Hoambrecker vs. Christie

Perhaps the juiciest battle expected, especially from a fans perspective pits newcomer Mackenzie Hoambrecker versus wily veteran Steve Christie. The San Diego Chargers are looking for an upgrade at kicker, especially kicking field goals beyond the 40 yard line. With offensive additions this offseason they figure to be in scoring range more often this coming season.

The placekicking situation directly affects the punting situation this season. Like it or not who wins this job will influence the outcome of who punts this offseason and who is responsible for kickoffs.

Kickoffs aside the question is who will make field goals with consistency from inside the 40 and make the tough ones outside of 40 with some regularity.

The fan favorite on the Chargers squad has to be Mackenzie Hoambrecker, formerly of Northern Iowa, who was signed as an undrafted free agent.

Hoambrecker finished his senior season 25-of-29. He also led the NCAA I-AA in field goals made (25) and field-goal percentage (.893) with at least 11 attempted, finishing 11th in the nation in scoring with 93 points. He set a school and Gateway Conference record when he hit five field goals in a game, performing the feat twice in 2002. He actually made more field goals then extra points in 2002.

As a junior Hoambrecker made 18-of-25 field goals, with a long of 45, and 41-of-43 extra points.

One mark against him is he kicked in a dome during college, but his longest field goals came outdoors, and his division is not known for its weather.

Steve Christie, a 14-year veteran, was re-signed to a one-year deal by the Bolts on April 7th, 2003.

Christie is considered to be automatic inside 40. His numbers indicate this to be true. He was 13-14 inside 40, but a kicker is truly measured on how he does outside of 40. Christie went 4-9 between 40-49 yards, and 1-3 outside of 50 yards, ending the season 18-26, good for 69.2%.

Christie was also 7-11 when the team was behind, all four of his misses coming outside of 40 yards.

Since 2000, Christie has seen seven of his kicks blocked, more than double the amount he had in his career spanning the ten years prior to 2000.

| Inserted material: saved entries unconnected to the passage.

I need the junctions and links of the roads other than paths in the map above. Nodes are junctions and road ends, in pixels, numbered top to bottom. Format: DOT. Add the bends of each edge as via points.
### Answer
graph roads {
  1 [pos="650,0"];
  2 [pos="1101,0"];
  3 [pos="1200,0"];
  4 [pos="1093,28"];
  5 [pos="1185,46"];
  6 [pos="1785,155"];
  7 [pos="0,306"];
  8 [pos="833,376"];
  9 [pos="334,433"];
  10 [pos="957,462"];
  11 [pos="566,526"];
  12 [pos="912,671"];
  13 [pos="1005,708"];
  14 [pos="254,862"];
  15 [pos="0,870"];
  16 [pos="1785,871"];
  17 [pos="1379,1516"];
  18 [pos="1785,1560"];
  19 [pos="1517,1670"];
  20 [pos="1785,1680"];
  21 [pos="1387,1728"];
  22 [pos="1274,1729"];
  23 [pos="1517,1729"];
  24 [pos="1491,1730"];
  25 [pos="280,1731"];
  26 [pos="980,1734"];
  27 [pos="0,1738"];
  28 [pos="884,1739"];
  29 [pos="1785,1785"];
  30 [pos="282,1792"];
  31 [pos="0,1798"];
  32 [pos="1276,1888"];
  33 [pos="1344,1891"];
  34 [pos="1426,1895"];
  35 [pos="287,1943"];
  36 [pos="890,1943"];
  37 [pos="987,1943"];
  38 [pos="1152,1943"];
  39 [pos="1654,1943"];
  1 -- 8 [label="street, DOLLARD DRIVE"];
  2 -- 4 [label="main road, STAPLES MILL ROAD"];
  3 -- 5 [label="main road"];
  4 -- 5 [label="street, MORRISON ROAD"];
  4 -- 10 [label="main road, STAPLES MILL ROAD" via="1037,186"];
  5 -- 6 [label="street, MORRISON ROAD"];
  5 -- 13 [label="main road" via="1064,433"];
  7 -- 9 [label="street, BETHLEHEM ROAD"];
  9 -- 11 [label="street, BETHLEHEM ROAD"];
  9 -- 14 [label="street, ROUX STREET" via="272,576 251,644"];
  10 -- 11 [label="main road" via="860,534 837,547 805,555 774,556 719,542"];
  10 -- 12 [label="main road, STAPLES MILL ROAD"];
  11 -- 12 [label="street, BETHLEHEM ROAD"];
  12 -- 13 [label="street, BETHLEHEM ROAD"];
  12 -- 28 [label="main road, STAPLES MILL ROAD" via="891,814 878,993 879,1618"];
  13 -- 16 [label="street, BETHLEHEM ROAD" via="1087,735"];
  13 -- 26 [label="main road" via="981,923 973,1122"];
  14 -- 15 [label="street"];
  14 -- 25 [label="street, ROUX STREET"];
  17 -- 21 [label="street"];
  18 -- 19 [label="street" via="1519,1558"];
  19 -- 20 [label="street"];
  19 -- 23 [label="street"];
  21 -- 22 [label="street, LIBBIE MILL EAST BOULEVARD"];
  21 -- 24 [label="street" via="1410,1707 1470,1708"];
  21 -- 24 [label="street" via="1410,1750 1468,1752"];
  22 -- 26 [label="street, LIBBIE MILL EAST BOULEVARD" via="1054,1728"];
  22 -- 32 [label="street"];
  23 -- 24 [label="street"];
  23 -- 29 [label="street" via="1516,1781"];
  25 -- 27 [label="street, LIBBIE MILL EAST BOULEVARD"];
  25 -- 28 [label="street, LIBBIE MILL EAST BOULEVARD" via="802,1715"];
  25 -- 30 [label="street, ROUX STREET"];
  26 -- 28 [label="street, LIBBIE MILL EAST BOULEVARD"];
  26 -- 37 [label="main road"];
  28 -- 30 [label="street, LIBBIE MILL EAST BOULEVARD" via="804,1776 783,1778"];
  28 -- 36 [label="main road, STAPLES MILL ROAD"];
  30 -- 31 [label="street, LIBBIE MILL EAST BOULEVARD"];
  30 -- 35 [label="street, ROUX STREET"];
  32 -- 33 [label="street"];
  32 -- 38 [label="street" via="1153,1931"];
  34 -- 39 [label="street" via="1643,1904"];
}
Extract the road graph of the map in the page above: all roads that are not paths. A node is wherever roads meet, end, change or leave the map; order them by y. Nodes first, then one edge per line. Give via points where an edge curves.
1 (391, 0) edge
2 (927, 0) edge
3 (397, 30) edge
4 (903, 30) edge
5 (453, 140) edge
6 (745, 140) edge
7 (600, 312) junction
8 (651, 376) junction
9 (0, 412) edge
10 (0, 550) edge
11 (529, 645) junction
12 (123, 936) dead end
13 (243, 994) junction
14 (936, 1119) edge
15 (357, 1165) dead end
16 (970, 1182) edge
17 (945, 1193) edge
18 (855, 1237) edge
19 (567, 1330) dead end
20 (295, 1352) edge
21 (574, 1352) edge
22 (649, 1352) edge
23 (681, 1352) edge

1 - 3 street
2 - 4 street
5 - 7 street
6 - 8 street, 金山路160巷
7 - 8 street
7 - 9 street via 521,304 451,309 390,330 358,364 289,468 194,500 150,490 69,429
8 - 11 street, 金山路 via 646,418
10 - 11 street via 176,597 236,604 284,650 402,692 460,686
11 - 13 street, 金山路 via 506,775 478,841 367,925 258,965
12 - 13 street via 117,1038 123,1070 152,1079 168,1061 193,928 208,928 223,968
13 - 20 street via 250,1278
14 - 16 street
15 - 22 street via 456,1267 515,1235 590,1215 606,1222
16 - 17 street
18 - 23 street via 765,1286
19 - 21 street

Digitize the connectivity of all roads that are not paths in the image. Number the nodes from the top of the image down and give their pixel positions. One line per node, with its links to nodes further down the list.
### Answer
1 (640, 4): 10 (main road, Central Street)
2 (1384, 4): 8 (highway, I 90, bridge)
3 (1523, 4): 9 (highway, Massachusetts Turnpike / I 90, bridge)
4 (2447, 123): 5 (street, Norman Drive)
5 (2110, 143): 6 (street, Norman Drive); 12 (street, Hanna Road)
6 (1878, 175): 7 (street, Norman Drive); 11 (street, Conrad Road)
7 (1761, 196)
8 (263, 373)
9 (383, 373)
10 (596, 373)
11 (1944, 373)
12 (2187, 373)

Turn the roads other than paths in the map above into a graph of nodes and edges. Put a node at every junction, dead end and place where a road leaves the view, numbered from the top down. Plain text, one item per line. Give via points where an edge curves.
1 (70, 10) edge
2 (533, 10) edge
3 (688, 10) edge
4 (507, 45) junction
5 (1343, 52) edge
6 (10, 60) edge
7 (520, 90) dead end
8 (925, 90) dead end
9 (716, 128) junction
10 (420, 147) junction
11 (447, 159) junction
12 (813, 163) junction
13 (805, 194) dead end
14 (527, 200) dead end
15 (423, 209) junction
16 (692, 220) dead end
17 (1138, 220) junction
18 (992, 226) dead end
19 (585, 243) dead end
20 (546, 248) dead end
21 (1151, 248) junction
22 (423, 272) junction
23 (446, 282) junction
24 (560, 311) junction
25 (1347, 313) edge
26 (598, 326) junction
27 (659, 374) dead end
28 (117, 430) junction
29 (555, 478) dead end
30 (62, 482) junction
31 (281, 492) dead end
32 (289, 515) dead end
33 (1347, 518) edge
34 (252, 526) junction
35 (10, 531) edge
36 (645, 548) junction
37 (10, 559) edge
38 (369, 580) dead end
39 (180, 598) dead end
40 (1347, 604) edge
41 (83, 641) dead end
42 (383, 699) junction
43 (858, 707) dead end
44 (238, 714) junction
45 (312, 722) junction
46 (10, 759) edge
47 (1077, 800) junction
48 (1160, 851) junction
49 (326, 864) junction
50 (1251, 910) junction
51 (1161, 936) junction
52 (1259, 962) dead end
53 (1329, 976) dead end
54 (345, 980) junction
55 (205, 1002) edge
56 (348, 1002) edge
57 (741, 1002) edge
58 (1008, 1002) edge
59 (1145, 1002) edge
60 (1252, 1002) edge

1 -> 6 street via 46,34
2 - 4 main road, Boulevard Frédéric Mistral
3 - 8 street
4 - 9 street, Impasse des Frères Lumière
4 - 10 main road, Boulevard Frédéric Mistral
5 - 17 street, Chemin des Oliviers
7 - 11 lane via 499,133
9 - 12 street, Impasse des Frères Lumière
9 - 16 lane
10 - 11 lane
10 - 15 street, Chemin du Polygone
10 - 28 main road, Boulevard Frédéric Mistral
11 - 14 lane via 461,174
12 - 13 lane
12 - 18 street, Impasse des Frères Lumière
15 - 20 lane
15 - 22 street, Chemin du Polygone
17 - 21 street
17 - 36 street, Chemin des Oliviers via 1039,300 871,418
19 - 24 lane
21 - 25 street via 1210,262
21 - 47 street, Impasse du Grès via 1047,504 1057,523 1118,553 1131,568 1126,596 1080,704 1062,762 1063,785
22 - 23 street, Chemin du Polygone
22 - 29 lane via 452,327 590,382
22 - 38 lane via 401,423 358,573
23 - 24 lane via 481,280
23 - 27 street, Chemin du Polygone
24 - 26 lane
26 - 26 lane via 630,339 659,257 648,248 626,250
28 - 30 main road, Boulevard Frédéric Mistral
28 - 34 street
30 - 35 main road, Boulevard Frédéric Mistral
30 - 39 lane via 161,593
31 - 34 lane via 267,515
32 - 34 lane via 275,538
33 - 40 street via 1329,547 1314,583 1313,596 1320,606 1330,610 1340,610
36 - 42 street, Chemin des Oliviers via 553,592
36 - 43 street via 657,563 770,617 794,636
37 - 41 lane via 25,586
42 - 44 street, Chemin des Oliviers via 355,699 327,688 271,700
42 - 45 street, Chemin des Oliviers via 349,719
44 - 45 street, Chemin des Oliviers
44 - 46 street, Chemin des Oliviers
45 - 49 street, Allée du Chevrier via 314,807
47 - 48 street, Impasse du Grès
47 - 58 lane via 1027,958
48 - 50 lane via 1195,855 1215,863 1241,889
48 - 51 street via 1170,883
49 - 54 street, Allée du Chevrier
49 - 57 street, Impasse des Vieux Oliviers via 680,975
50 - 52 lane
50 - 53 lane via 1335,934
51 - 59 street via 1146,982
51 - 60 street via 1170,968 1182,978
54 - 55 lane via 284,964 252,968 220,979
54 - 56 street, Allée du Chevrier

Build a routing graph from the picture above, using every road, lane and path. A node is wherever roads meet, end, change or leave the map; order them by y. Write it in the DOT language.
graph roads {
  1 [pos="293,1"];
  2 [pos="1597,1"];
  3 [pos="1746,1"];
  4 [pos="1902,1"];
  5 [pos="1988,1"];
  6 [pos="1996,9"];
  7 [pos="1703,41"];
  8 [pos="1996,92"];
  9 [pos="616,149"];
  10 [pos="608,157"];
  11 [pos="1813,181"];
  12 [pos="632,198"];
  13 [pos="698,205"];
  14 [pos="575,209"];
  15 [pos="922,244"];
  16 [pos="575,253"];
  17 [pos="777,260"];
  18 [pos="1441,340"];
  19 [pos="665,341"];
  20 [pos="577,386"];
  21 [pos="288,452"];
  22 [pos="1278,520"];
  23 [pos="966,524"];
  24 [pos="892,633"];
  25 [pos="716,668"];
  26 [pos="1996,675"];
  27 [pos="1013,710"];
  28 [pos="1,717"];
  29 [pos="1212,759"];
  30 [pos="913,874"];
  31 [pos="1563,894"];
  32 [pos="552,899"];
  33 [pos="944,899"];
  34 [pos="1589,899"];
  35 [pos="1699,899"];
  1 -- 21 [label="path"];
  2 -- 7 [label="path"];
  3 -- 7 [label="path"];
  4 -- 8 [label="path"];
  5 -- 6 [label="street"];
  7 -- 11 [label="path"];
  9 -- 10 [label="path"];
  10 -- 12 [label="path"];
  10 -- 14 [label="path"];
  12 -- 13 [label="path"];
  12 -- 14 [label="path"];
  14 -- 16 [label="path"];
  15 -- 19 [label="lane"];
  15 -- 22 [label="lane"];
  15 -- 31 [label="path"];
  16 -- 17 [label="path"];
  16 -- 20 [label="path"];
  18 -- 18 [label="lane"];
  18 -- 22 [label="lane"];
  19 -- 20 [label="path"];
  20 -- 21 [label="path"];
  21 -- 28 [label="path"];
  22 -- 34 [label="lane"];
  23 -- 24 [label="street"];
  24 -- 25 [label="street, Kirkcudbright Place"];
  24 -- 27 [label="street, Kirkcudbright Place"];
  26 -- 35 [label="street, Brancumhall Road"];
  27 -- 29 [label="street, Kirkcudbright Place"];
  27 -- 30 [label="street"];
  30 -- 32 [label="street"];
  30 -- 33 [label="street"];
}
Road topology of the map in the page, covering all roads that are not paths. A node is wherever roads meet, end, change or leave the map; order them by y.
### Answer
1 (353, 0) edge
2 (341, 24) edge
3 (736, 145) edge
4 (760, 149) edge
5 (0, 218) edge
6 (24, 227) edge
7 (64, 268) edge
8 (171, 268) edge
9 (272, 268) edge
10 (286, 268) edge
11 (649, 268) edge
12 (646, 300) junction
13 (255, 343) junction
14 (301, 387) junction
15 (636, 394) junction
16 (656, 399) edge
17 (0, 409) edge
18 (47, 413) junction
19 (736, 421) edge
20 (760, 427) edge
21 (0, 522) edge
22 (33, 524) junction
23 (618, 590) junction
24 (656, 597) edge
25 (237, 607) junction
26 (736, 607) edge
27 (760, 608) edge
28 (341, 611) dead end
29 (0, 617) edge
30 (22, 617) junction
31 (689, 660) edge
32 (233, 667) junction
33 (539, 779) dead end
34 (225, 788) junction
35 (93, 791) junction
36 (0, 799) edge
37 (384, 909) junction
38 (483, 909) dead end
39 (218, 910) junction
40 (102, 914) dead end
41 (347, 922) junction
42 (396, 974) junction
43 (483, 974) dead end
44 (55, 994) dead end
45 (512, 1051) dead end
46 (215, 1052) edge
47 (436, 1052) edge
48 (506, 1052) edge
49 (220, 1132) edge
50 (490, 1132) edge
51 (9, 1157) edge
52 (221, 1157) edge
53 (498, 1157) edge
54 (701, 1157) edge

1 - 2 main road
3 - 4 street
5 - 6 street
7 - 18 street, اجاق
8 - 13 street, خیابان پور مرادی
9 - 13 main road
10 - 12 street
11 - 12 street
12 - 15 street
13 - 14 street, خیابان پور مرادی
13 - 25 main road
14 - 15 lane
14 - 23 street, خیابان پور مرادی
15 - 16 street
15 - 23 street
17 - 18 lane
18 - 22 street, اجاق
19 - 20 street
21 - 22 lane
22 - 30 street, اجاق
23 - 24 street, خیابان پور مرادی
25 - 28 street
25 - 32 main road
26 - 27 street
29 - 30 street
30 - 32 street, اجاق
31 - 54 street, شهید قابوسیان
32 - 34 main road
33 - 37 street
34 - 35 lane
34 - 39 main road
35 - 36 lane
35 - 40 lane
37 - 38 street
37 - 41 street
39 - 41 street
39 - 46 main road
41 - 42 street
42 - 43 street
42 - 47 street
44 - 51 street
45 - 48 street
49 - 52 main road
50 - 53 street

Why is it so important to make a kick outside of 40 yards? Field position is one reason.

The situation:

The ball is at the 30-yard line. It is 4th down, 7 yards to go. You can't punt, the gain is just not worth it, and going for it is risky. Let's bring on the kicking team to try a field goal:

Scenario 1:

The holder sits at the 38-yard line waiting for the ball to be snapped. 48 yards is the total distance of the kick. In most circles in the NFL, this kick is doable. The ball is snapped, the kick is up…short and pulled to the right.

The defense gets the ball at the 38, the spot where the holder sat waiting for the snap. Thank the Chargers special teams for giving the opposing team an extra first down.

Now the opposing team needs to drive 32 yards to get into field goal range themselves, and if they score the point swing could be as much as 10 points (3 for missed field goal, and 7 for a touchdown).

Scenario 2:

The holder sits at the 38-yard line waiting for the ball to be snapped, the kick will traverse 48 yards. The ball is snapped the kick is up, and is GOOD!!!

The Chargers get 3 points and we go to commercial break. Now the Chargers can kickoff and potentially pin the opponent deep in their own end and maybe even win the field position battle.

Now the Bolts have added three points and have set themselves up for success with good coverage of the kickoff. For arguments sake they stop them at the 20-yard line on a touchback (for those of you who cannot recall that term used in the Chargers annals, it is when the kickoff lands in the end zone and the returner decides it is not wise to return it and takes a knee). Now the opponent must drive 50 yards just to get into field goal range (two extra first downs from the previous scenario) and 80 yards to get a touchdown.

Everything done on special teams has a cascading effect. It can be just as important as playing offense and defense.

Only one stays from this bunch, but what are the implications of each choice?

If Christie stays, it means two "punters" will be carried. That much is certain. Scifres would handle kickoffs and Bennett would handle the punting duties.

If Hoambrecker gets the nod, Scifres would just handle punts, and Hoambrecker would handle the entire place kicking duties.

I am going out on a limb here to say the situation needs to be changed. Christie is not the answer.

With Christie gone, Hoambrecker would handle field goals and kickoffs. That would leave Mike Scifres to just handle punts, the way it should be. There is no reason to have one person handle punts, one to handle kickoffs and another to handle kickoffs. That is counterproductive and the Bolts would be again getting into the too many specialists realm again.

As Hoambrecker said, "Coach (Steve) Crosby, their special teams coach, said they are only bringing me in. It's me versus Steve Christie, who has had a phenomenal career. He's a 14-year vet.

"It sounds like a good chance to compete, and Coach Crosby said the best person will win."